Suppose we want to delete the second column in every row of the following CSV data.
Data_stream:         Henderson,Paul,ph@sfu.ca⏎Lin,Qingshan,1234@zju.edu.cn⏎
Field_separators:    .........1....1.........1...1........1...............1
Record_separators:   ........................1............................1
The Parabix FilterByMask operation can do this for us, if we set up a mask stream that selects all of the data except the second column and its preceding comma.
Data stream:         Henderson,Paul,ph@sfu.ca⏎Lin,Qingshan,1234@zju.edu.cn⏎
To keep:             111111111.....11111111111111.........11111111111111111
How do we calculate this mask?   With the following set of operations using a
PabloBuilder pb.
PabloAST * F1start = pb.createNot(pb.createAdvance(pb.createNot(Record_separators), 1);
PabloAST * F1follow = pb.createScanTo(F1start, Field_separators);
PabloAST * F2start = pb.createAdvance(F1start, 1);
PabloAST * F2follow = pb.createScanTo(F2start, Field_separators);
PabloAST * toDelete = pb.createIntrinsicCall(pablo::Intrinsic::ExclusiveSpan, {F1follow, F2follow});
PabloAST * toKeep = pb.createNot(toDelete);Data stream:         Henderson,Paul,ph@sfu.ca⏎Lin,Qingshan,1234@zju.edu.cn⏎
F1start:             1........................1............................

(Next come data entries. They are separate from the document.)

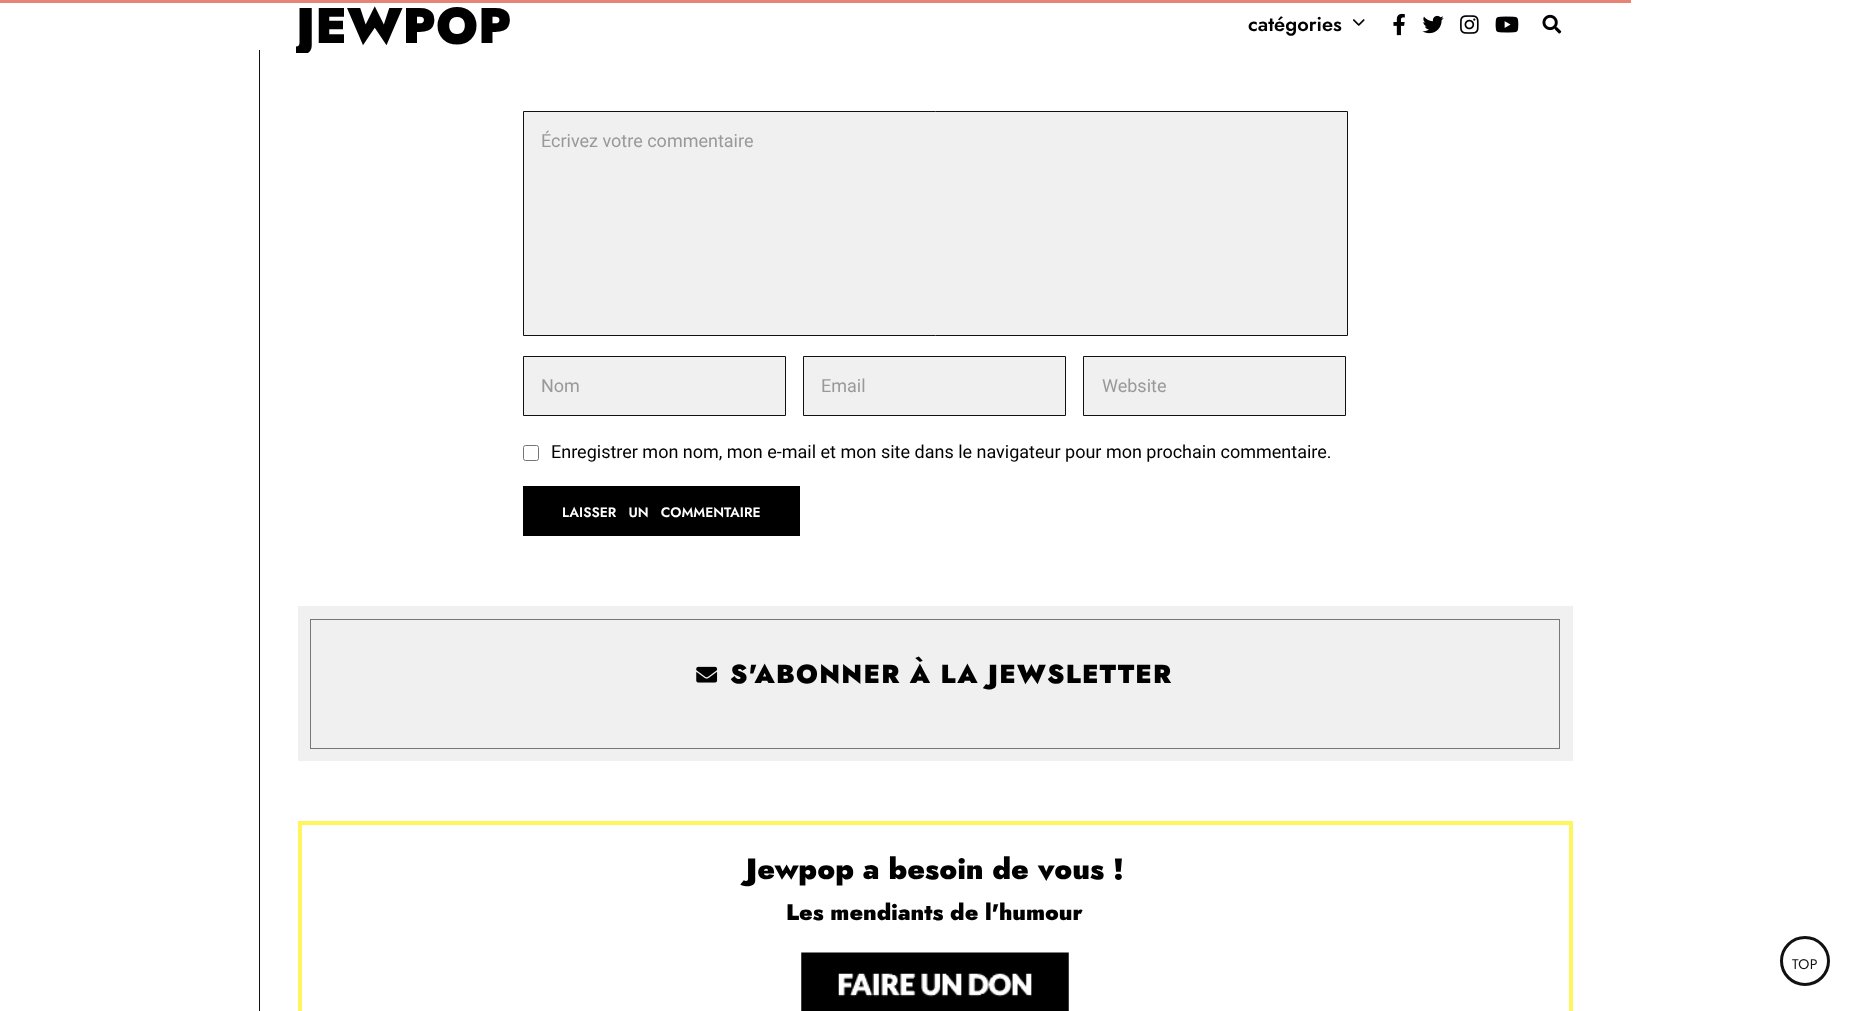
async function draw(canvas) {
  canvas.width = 1867;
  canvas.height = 1011;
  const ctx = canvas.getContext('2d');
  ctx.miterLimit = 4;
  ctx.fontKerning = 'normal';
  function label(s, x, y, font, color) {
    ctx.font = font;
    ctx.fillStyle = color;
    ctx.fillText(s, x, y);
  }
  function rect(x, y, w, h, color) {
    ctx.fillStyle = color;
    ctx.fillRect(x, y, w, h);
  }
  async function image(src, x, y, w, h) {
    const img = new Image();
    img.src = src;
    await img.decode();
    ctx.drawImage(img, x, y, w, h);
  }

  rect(0, 0, 1867, 1011, '#fff');
  rect(0, 0, 1631, 3, '#e58474');
  rect(259, 50, 1, 961, '#111');
  ctx.save();
  ctx.beginPath();
  ctx.rect(296, 0, 215, 53);
  ctx.clip();
  label('JEWPOP', 296, 43, '900 50px Jost', '#000');
  ctx.restore();
  label('catégories', 1248, 31, '600 20px Jost', '#000');
  await image('assets/img1.png', 1353, 19, 12, 7);
  await image('assets/img2.png', 1393, 13, 12, 23);
  await image('assets/img3.png', 1422, 15, 22, 19);
  await image('assets/img4.png', 1460, 15, 19, 19);
  await image('assets/img5.png', 1495, 16, 24, 17);
  await image('assets/img6.png', 1542, 14, 20, 20);
  ctx.fillStyle = '#f0f0f0';
  ctx.beginPath();
  ctx.rect(523.5, 111.5, 824, 224);
  ctx.fill();
  ctx.strokeStyle = '#111';
  ctx.stroke();
  label('Écrivez votre commentaire', 541, 147, '18px Roboto', '#999');
  ctx.fillStyle = '#f0f0f0';
  ctx.beginPath();
  ctx.rect(523.5, 356.5, 262, 59);
  ctx.fill();
  ctx.stroke();
  label('Nom', 541, 392, '18px Roboto', '#999');
  ctx.fillStyle = '#f0f0f0';
  ctx.beginPath();
  ctx.rect(803.5, 356.5, 262, 59);
  ctx.fill();
  ctx.stroke();
  label('Email', 821, 392, '18px Roboto', '#999');
  ctx.fillStyle = '#f0f0f0';
  ctx.beginPath();
  ctx.rect(1083.5, 356.5, 262, 59);
  ctx.fill();
  ctx.stroke();
  label('Website', 1102, 392, '18px Roboto', '#999');
  ctx.beginPath();
  ctx.roundRect(523.5, 445.5, 15, 15, 2);
  ctx.strokeStyle = '#767676';
  ctx.stroke();
  label('Enregistrer mon nom, mon e-mail et mon site dans le navigateur pour mon prochain commentaire.', 551, 458, '18px Roboto', '#000');
  rect(523, 486, 277, 50, '#000');
  ctx.wordSpacing = '8px';
  label('LAISSER UN COMMENTAIRE', 562, 517, '600 13.75px Jost', '#fff');
  rect(298, 606, 1275, 155, '#f0f0f0');
  ctx.strokeStyle = '#777';
  ctx.strokeRect(310.5, 619.5, 1249, 129);
  await image('assets/img7.png', 696, 666, 22, 17);
  ctx.letterSpacing = '1.25px';
  ctx.wordSpacing = '0px';
  label('S\'ABONNER À LA JEWSLETTER', 730, 683, '900 26px Jost', '#000');
  ctx.strokeStyle = '#fff55c';
  ctx.lineWidth = 4;
  ctx.strokeRect(300, 823, 1271, 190);
  ctx.letterSpacing = '0px';
  label('Jewpop a besoin de vous !', 746, 879, '900 29.25px Jost', '#000');
  label('Les mendiants de l\'humour', 786, 920, '900 22.5px Jost', '#000');
  await image('assets/img8.png', 801, 952, 268, 59);
  ctx.beginPath();
  ctx.arc(1805, 961, 23.5, 0, 2 * Math.PI);
  ctx.strokeStyle = '#111';
  ctx.lineWidth = 3;
  ctx.stroke();
  ctx.letterSpacing = '0.5px';
  label('TOP', 1792, 969, '14px Jost', '#111');
}

draw(document.querySelector('canvas'));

F1follow:            .........1..................1.........................
F2start:             ..........1..................1........................
F2follow:            ..............1......................1................
toDelete:            .........11111..............111111111.................
toKeep:              111111111.....11111111111111.........11111111111111111A Pablo Kernel to create this mask can be created as follows.
MaskOutField2::MaskOutField2(BuilderRef b, StreamSet * Record_separators, 
                                           StreamSet * Field_separators, 
                                           StreamSet * toKeep)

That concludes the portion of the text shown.